By Cassandra Balentine
The technology industry is abuzz about machine learning (ML). While many still quip about machines taking over, there are admittedly a lot of benefits from a technology that learns and automates with experience.
According to IDC, worldwide spending on cognitive and artificial intelligence (AI) systems will reach $19.1 billion in 2018, an increase of 54.2 percent over the amount spent in 2017. With industries investing aggressively in projects that utilize cognitive/AI software capabilities, the research firm’s Worldwide Semiannual Cognitive Artificial Intelligence Systems Spending Guide forecasts cognitive and AI spending will grow to $52.2 billion in 2021 and achieve a compound annual growth rate of 46.2 percent over the 2016 to 2021 forecast period.
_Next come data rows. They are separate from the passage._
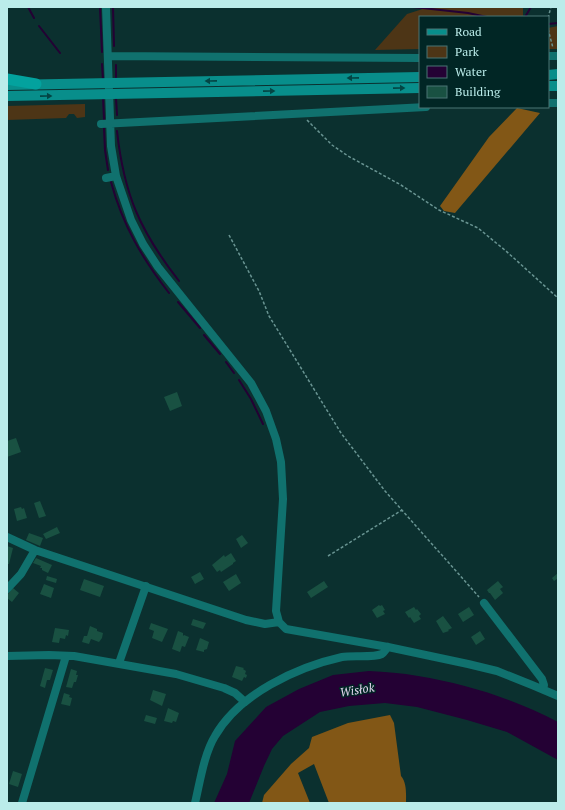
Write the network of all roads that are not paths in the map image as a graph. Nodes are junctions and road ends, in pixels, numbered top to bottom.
1 (106, 7) edge
2 (108, 56) junction
3 (419, 58) edge
4 (419, 77) edge
5 (7, 80) edge
6 (36, 84) junction
7 (7, 85) edge
8 (419, 88) edge
9 (7, 96) edge
10 (419, 107) edge
11 (105, 123) junction
12 (116, 176) junction
13 (106, 178) dead end
14 (7, 537) edge
15 (35, 550) junction
16 (146, 586) junction
17 (7, 589) edge
18 (484, 603) road end
19 (279, 622) junction
20 (388, 647) junction
21 (7, 656) edge
22 (66, 656) junction
23 (118, 663) junction
24 (543, 689) junction
25 (558, 696) edge
26 (245, 702) junction
27 (22, 803) edge
28 (195, 803) edge

1 - 2 street
2 - 3 street
2 - 11 street
4 -> 6 main road
5 - 6 highway
6 - 7 main road
9 -> 8 main road
10 - 11 street
11 - 12 street
12 - 13 street
12 - 19 street
14 - 15 street
15 - 16 street
15 - 17 street
16 - 19 street
16 - 23 street
18 - 24 street
19 - 20 street
20 - 24 street
20 - 26 street
21 - 22 street
22 - 23 street
22 - 27 street
23 - 26 street
24 - 25 street
26 - 28 street

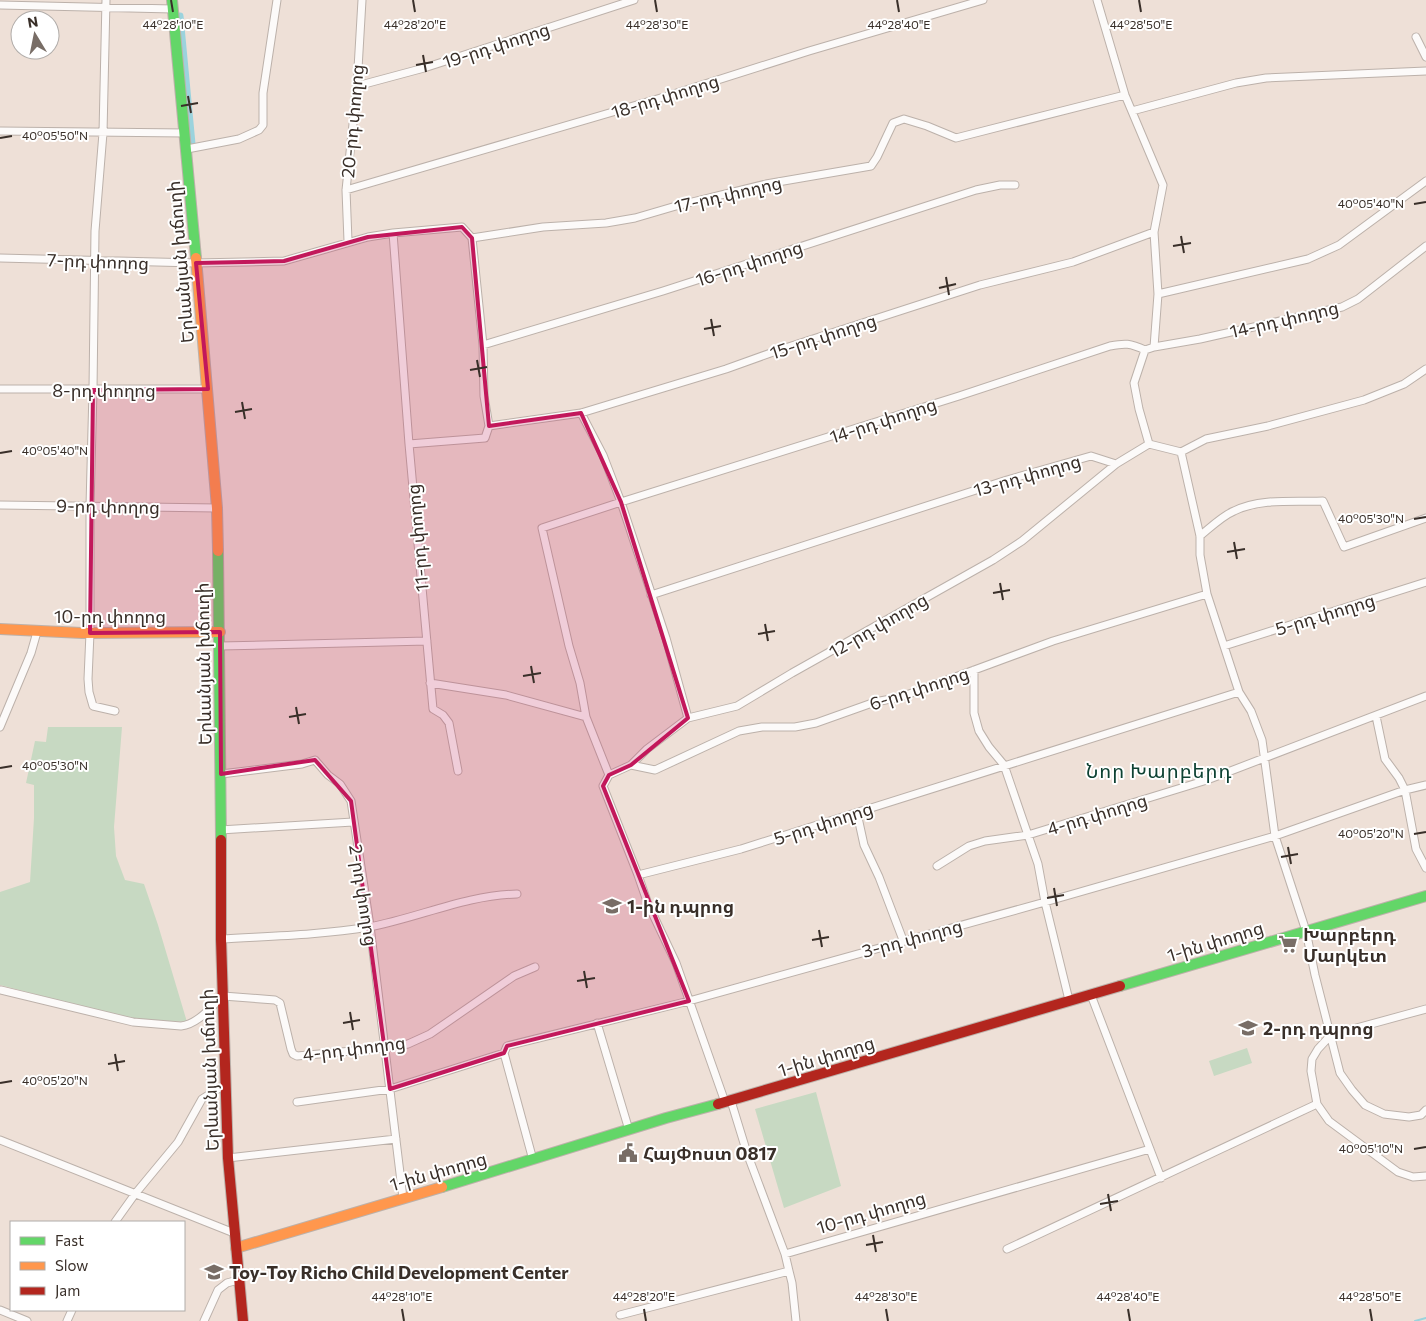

As AI continues to enable ML, solutions exist to pull technologies together to support processes and tasks related to a company’s data. Gartner calls these systems ML platforms (MLPs), which it defines as a cohesive software application that offers a mixture of basic building blocks essential both for creating many kinds of data science solution and incorporating such solutions into business processes, surrounding infrastructure, and products.
The Role of MLP
ML, as a subset of AI, plays an integral role in analytics across the enterprise. Data scientists look to MLPs as a way to incorporate AI and ML throughout their organization’s digital transformations.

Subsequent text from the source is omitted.